» **Work instruction**
Return, from the material below, each line in which "dead" occurs.

» **Source records**
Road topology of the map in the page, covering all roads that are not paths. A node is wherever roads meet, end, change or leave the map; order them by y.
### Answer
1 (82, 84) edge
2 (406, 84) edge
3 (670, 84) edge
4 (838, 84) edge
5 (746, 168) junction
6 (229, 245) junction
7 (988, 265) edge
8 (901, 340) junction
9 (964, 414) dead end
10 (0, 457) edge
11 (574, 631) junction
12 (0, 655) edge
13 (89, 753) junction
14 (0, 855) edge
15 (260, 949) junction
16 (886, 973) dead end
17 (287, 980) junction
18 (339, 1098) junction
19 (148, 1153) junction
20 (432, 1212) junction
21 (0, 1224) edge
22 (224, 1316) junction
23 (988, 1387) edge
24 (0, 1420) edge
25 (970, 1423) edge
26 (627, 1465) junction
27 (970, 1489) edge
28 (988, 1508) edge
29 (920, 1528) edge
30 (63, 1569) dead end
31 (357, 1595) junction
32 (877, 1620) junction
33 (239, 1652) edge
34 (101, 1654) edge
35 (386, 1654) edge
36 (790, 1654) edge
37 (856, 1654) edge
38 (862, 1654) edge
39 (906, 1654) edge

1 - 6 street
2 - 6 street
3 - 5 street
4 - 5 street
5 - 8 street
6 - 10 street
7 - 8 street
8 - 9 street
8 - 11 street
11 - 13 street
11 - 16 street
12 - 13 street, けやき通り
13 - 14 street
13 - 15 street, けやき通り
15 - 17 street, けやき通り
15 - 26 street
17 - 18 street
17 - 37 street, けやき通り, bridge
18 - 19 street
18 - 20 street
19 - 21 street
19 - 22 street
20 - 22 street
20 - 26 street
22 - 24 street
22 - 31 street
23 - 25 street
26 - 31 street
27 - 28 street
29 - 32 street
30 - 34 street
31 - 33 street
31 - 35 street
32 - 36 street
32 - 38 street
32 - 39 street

» **Expected answer**
9 (964, 414) dead end
16 (886, 973) dead end
30 (63, 1569) dead end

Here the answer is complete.